Tiger Woods: I’m back.

Rory McIlroy: Hold my beer.

Last week, at the Arnold Palmer Invitational, we were privileged, once again, to watch Rory McIlroy bring a golf course to its knees. Booming 400-yard drives, firing approaches straight at flags and pouring putts into the middle of the hole, the four-time major winner announced his return to the winners’ enclosure in emphatic fashion, carding a sparkling 64 to win at Bay Hill by three strokes.

While much of the pre-tournament hullabaloo had focused on how Tiger Woods looked poised to win after falling agonisingly short a week earlier at the Valspar Championship, McIlroy flew under the radar and blew everyone away.

He looked a man reborn. Chest out, strutting up and down the course, McIlroy’s confidence was soaring once again. 2017 was an immensely difficult one for the Northern Irishman but 2018 already feels like it could be something big.

And a lot of that is down to his improved putting. McIlroy’s staggering length of the tee and towering iron shots places a real premium on being able to hole putts. Last year, the hole seemed to shrink when he lined up on the greens but, at Bay Hill, he recaptured his rhythm and feel. With that in the bag, nobody was going to stop him.

The 28-year-old credited former PGA Tour pro Brad Faxon for inspiring his magic with the flatstick, but also admitted that Wayne Rooney played a small but pivotal role, too, even if the former Manchester United striker knew nothing about it.

“We were talking about different sports and he (Faxon) was talking about a free-throw shooter in basketball,” McIlroy said.

“We were talking about triggers, about how do you start your putting stroke. Everyone has different ways and I said Wayne Rooney before he takes a free-kick or a penalty he taps his toe on the ground before he actually starts his run-up. I noticed it when I shot a Nike commercial with him a few years ago.”

With the Masters just two weeks away, McIlroy says he is delighted where his game is at as he seeks to complete the career Grand Slam by adding the Green Jacket to previous wins at the US Open, The Open Championship and the PGA Championship.

“I’m very happy to have my game in this shape going into the first major of the year of course,” the world number seven said. “Even if I hadn’t have won last week, just to see the signs that my game was in good shape would have been good enough for me knowing that going into Augusta I was ready to play well.

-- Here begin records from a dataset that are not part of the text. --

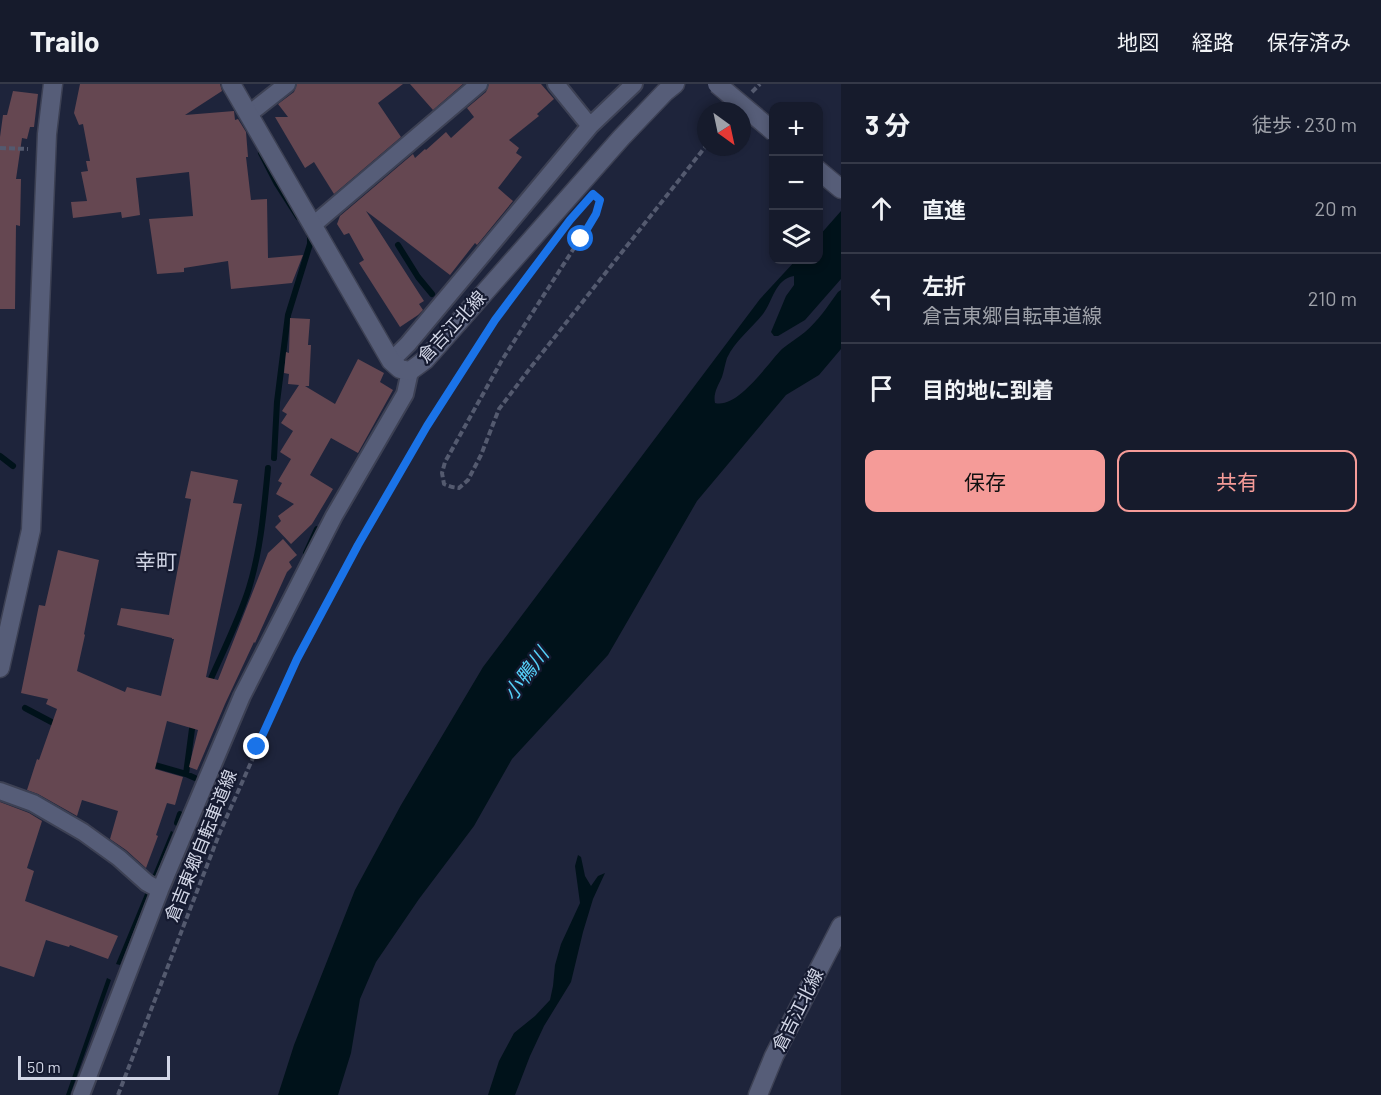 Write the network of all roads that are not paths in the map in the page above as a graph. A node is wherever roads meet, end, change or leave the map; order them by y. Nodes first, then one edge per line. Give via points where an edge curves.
1 (53, 84) edge
2 (231, 84) edge
3 (287, 84) edge
4 (479, 84) edge
5 (556, 84) edge
6 (634, 84) edge
7 (675, 84) edge
8 (717, 84) edge
9 (249, 114) junction
10 (591, 126) junction
11 (769, 128) edge
12 (823, 173) edge
13 (841, 189) edge
14 (313, 225) junction
15 (391, 361) junction
16 (410, 371) junction
17 (0, 668) edge
18 (0, 791) edge
19 (160, 890) junction
20 (841, 926) edge
21 (81, 1095) edge
22 (758, 1095) edge

1 - 17 main road via 47,134 32,530
2 - 9 main road, 倉吉江北線
3 - 9 street
4 - 14 street
5 - 10 street
6 - 10 street
7 - 16 main road, 倉吉江北線 via 621,138 425,360
8 - 11 main road, bridge
9 - 14 main road, 倉吉江北線
10 - 15 street
12 - 13 main road
14 - 15 main road, 倉吉江北線
15 - 16 main road, 倉吉江北線
16 - 19 street via 405,394 334,516 242,696
18 - 19 street via 33,803 83,832
19 - 21 street
20 - 22 main road, 倉吉江北線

“I’ve had three goes at winning the grand slam and I’d had maybe 12 or 13 majors before I won my first one so you could say the first one was maybe a little bit harder, but I only get one opportunity a year at Augusta.

“The last three years I’ve played well, not well enough, and hopefully I put the last piece of the puzzle in there this year and get it done.

“I’m optimistic that I can go ahead and do this more often. I’ve crossed that line that I needed to. I hadn’t won in the past 18 months and it was a real validation.

“I’m optimistic about not just the next few weeks but the whole season now. It’s great to get a win early and I’ve got all that great stuff to fall back on from how I handled everything on Sunday.”